Background: Herlyn-Werner-Wunderlich Syndrome is a rare malformation syndrome characterized by uterus didelphys with obstructed hemivagina and ipsilateral renal agenesis. Symptoms appear most often after menarche and are secondary to hematocolpos. We compare clinical symptoms, diagnosis and treatment of two patients, a 13-year-old and a 17-year-old. Case report: Despite the non-uniform clinical symptoms, it should be noted that in both patients, the 13-year-old and the 17-year-old, hematocolpos, which was probably the cause of lower abdominal pain, was diagnosed with ultrasound. The diagnosis was complemented by laparoscopy, which determined the diagnosis of malformation of uterus didelphys with obstructed hemivagina. The patients had a history of kidney agenesis, which, after gynecological diagnosis, turned out to be ipsilateral.
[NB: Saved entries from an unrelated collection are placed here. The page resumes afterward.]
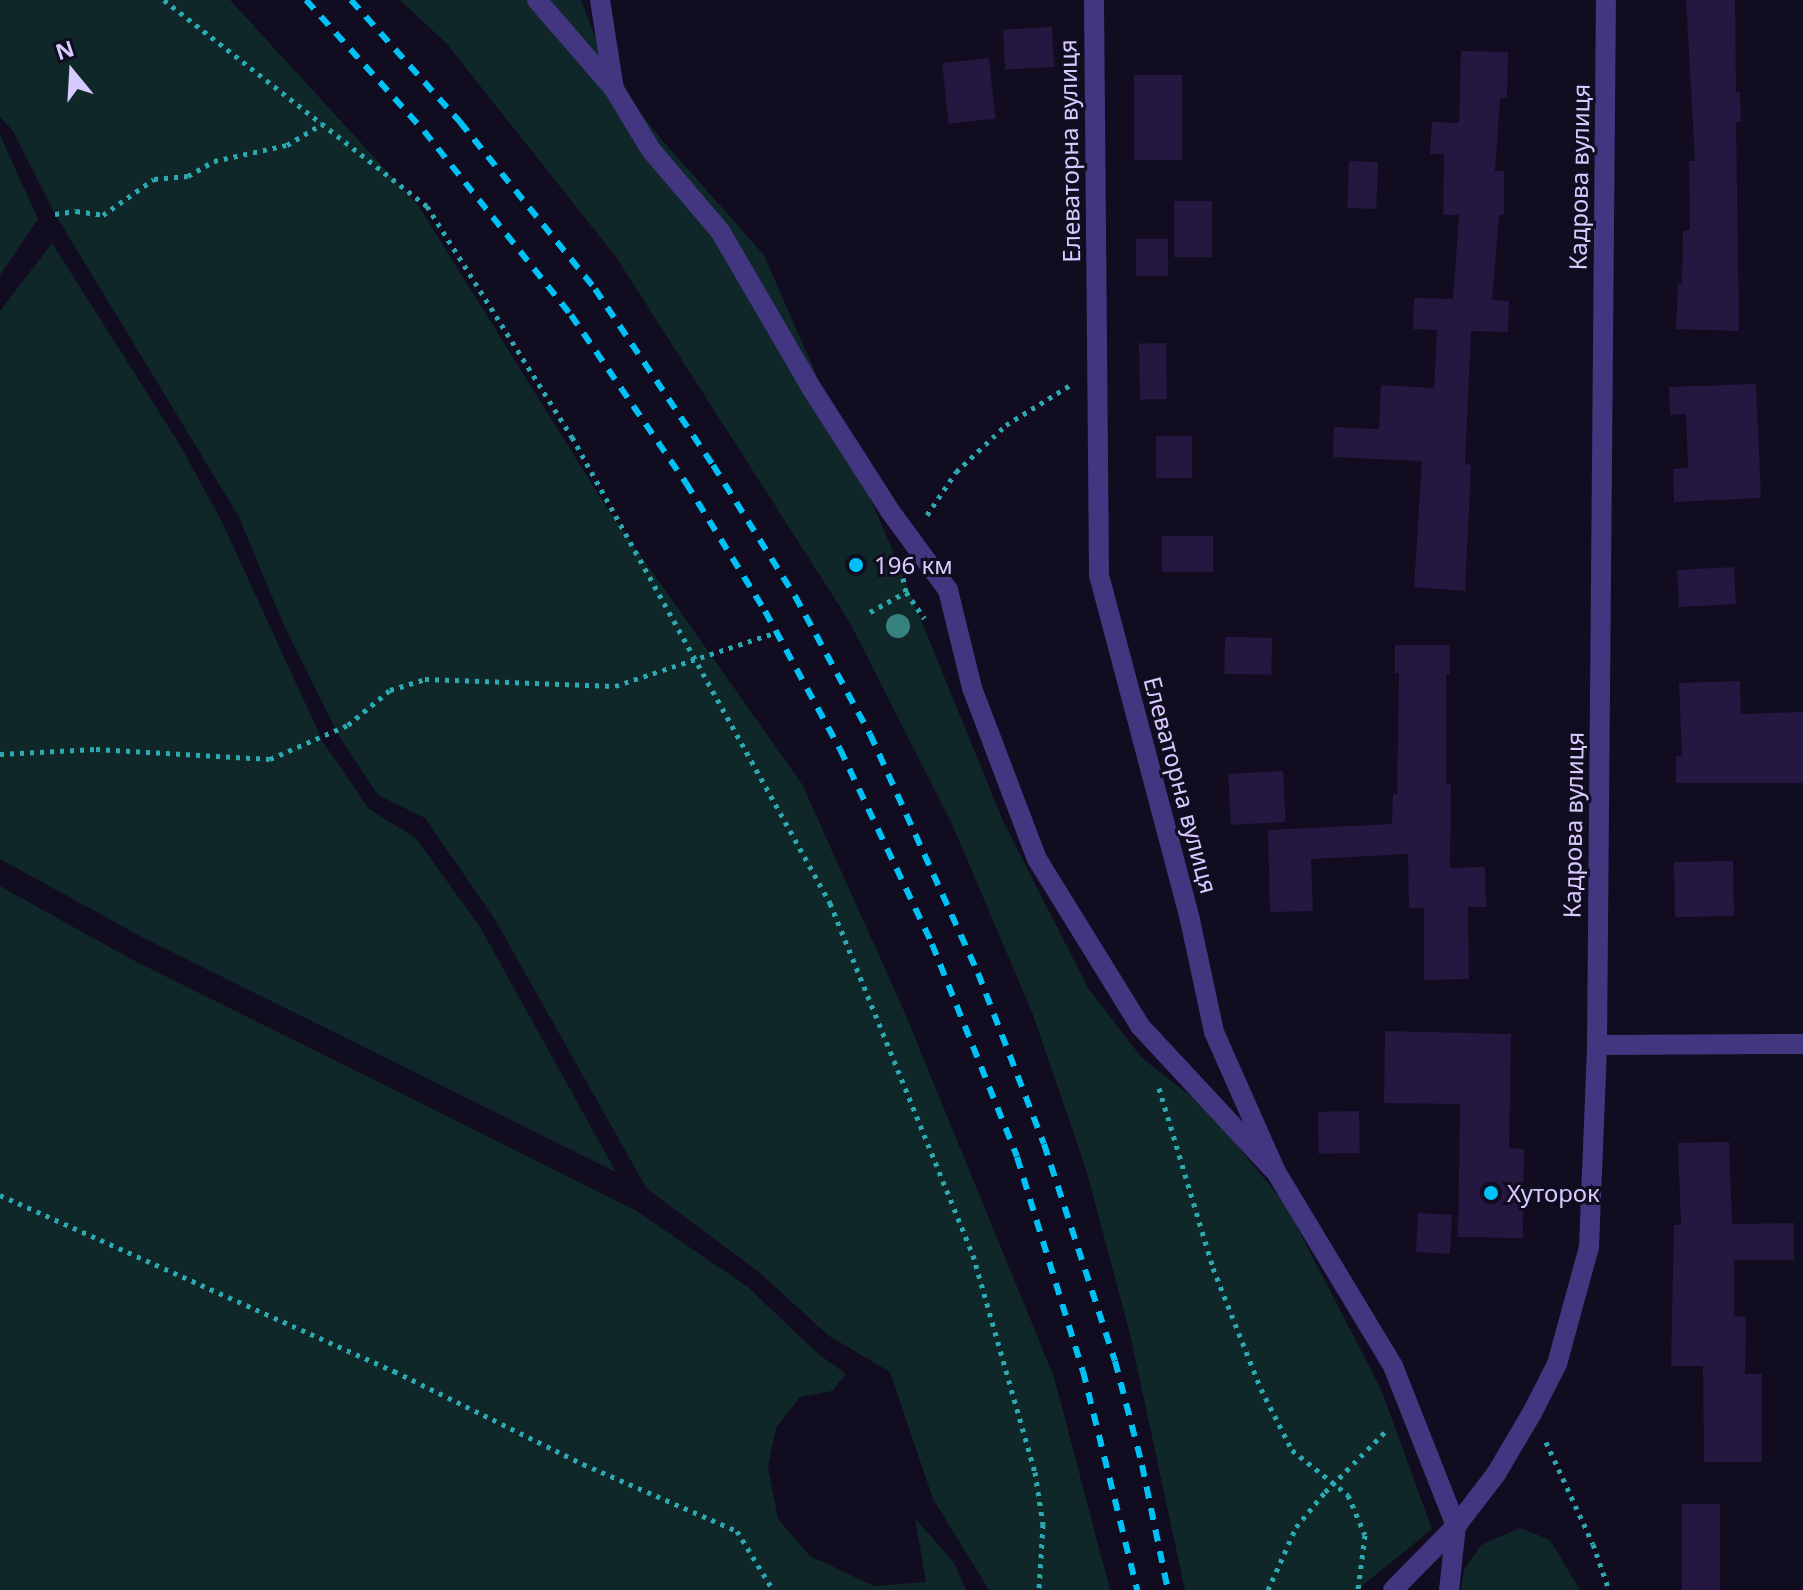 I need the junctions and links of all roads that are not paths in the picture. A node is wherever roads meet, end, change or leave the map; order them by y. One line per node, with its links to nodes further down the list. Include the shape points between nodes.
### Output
1 (537, 0): 5 (street)
2 (600, 0): 5 (street)
3 (1094, 0): 8 (street, Елеваторна вулиця, via 1099,575 1190,920 1214,1032)
4 (1606, 0): 7 (street, Кадрова вулиця)
5 (614, 89): 8 (street, via 651,150 720,231 812,389 948,590 972,688 1037,859 1140,1026)
6 (1803, 1044): 7 (street)
7 (1597, 1045): 9 (street, Кадрова вулиця, via 1589,1247 1557,1364 1496,1474)
8 (1276, 1172): 9 (street, Елеваторна вулиця, via 1393,1366)
9 (1456, 1526): 10 (street, Кадрова вулиця); 11 (street)
10 (1393, 1590)
11 (1449, 1590) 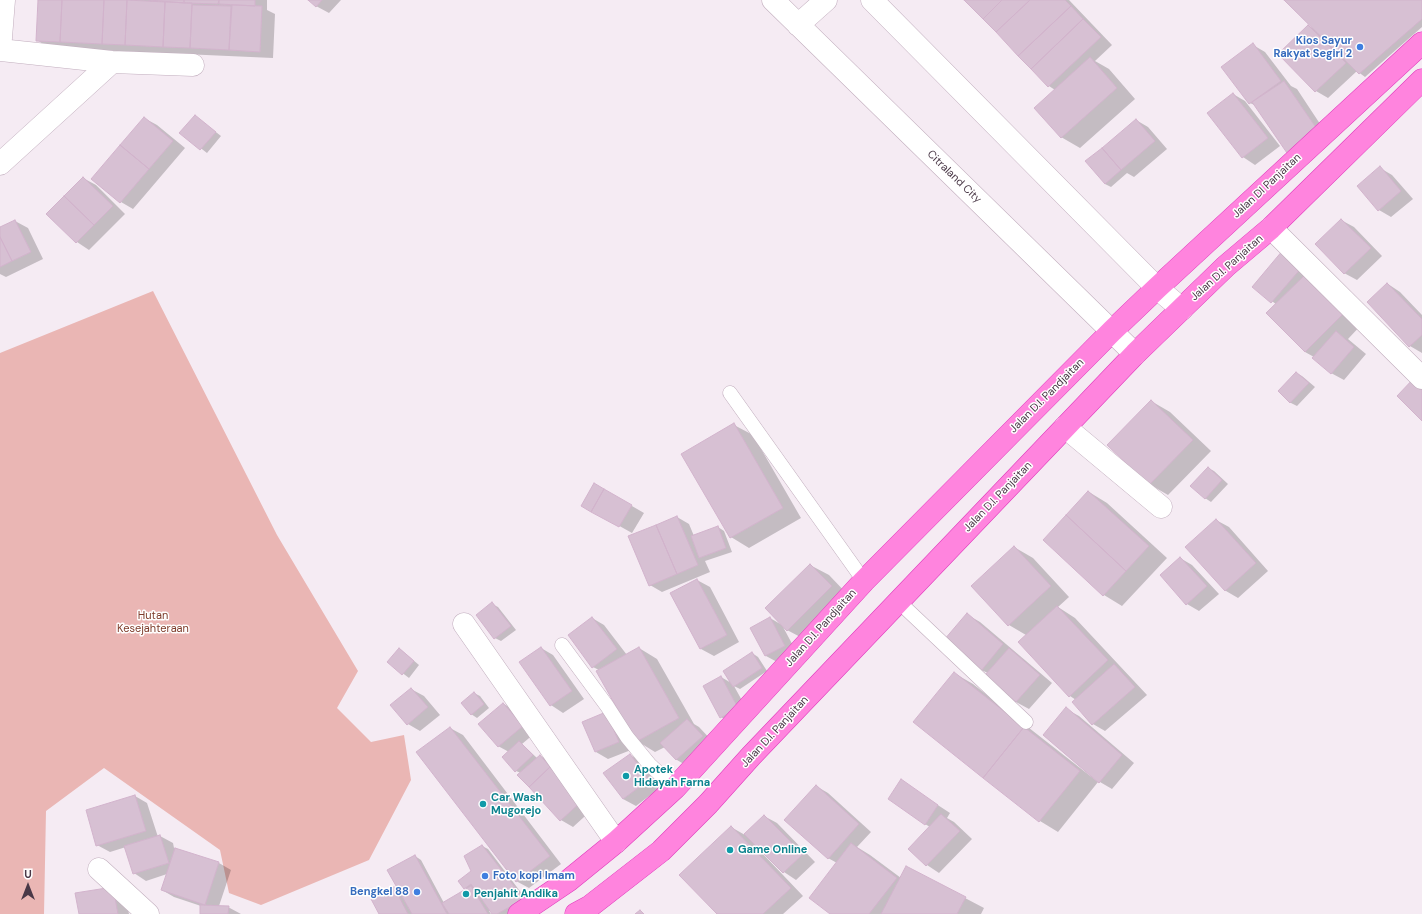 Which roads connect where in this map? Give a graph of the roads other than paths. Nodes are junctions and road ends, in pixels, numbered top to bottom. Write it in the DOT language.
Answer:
graph roads {
  1 [pos="4,0"];
  2 [pos="773,0"];
  3 [pos="826,0"];
  4 [pos="872,0"];
  5 [pos="798,25"];
  6 [pos="1422,43"];
  7 [pos="0,50"];
  8 [pos="112,62"];
  9 [pos="193,65"];
  10 [pos="1422,80"];
  11 [pos="0,164"];
  12 [pos="1271,228"];
  13 [pos="1157,288"];
  14 [pos="1182,309"];
  15 [pos="1112,331"];
  16 [pos="1135,354"];
  17 [pos="1422,378"];
  18 [pos="730,393"];
  19 [pos="1065,427"];
  20 [pos="1161,507"];
  21 [pos="864,581"];
  22 [pos="899,602"];
  23 [pos="464,624"];
  24 [pos="562,645"];
  25 [pos="1026,722"];
  26 [pos="675,788"];
  27 [pos="616,842"];
  28 [pos="99,869"];
  29 [pos="148,914"];
  30 [pos="520,914"];
  31 [pos="576,914"];
  1 -- 7 [label="street"];
  2 -- 5 [label="street, Citraland City"];
  3 -- 5 [label="street"];
  4 -- 13 [label="street"];
  5 -- 15 [label="street, Citraland City"];
  6 -- 13 [label="highway, Jalan DI Panjaitan"];
  7 -- 8 [label="street"];
  8 -- 9 [label="street"];
  8 -- 11 [label="street"];
  10 -- 12 [label="highway, Jalan D.I. Panjaitan"];
  12 -- 14 [label="highway, Jalan D.I. Panjaitan"];
  12 -- 17 [label="street"];
  13 -- 14 [label="street"];
  13 -- 15 [label="highway, Jalan DI Panjaitan"];
  14 -- 16 [label="highway, Jalan D.I. Panjaitan"];
  15 -- 16 [label="street, Citraland City"];
  15 -- 21 [label="highway, Jalan D.I. Pandjaitan"];
  16 -- 19 [label="highway, Jalan D.I. Panjaitan"];
  18 -- 21 [label="lane"];
  19 -- 20 [label="street"];
  19 -- 22 [label="highway, Jalan D.I. Panjaitan"];
  21 -- 26 [label="highway, Jalan D.I. Pandjaitan"];
  22 -- 25 [label="lane"];
  22 -- 31 [label="highway, Jalan D.I. Panjaitan"];
  23 -- 27 [label="street"];
  24 -- 26 [label="lane"];
  26 -- 27 [label="highway, Jalan D.I. Pandjaitan"];
  27 -- 30 [label="highway, Jalan D.I. Pandjaitan"];
  28 -- 29 [label="street"];
} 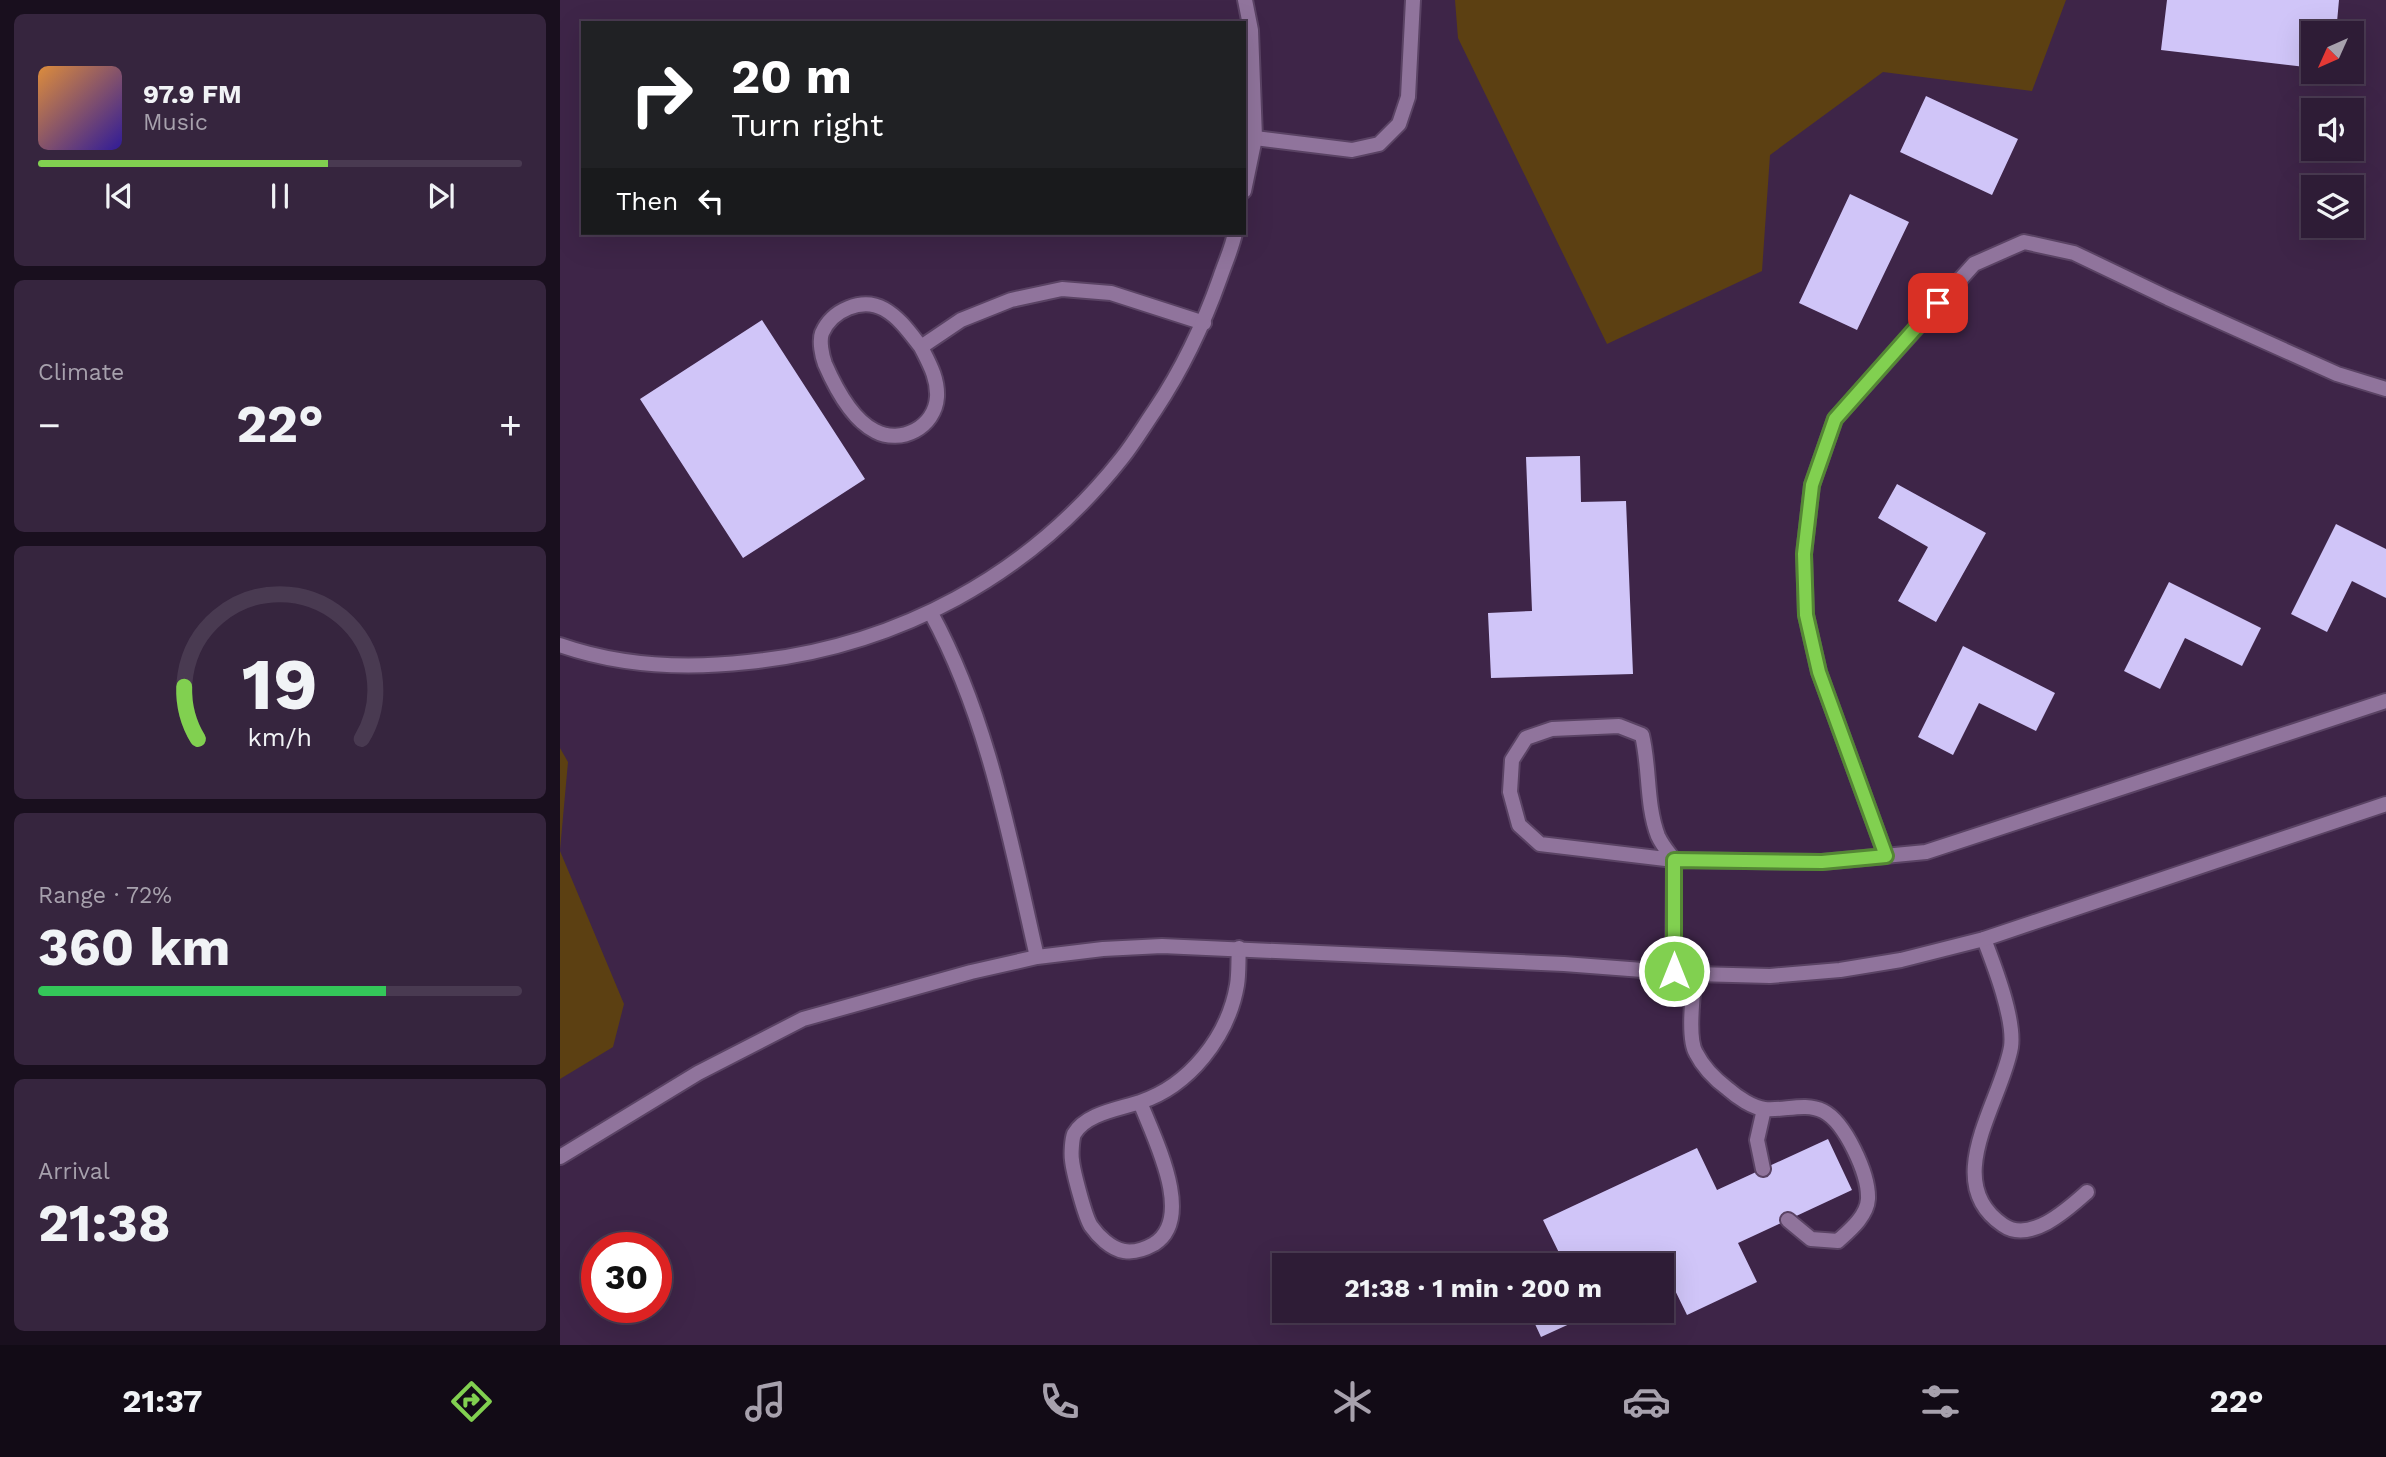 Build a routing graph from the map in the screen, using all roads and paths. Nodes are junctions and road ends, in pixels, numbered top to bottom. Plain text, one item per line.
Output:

In the 13-year-old, agenesis was diagnosed by uroscintigraphy, while in the 17-year-old it was diagnosed by urography. Incision and drainage of the residual vagina was performed in the course of therapeutic management. In both cases, the clinical situation required a repeated widening of the orifice. Conclusions: Lower abdominal pain accompanying hematocolpos suggested Herlyn-Werner-Wunderlich Syndrome (HWWS) as the cause of symptoms. 3D transvaginal ultrasound enabled the determination of a congenital uterine defect with high probability, although inconclusive cases required confirmation by laparoscopy. Incision of the blocked vagina and drainage of hematocolpos were the key components of treatment. The treatment of HWWS is a multi-step process.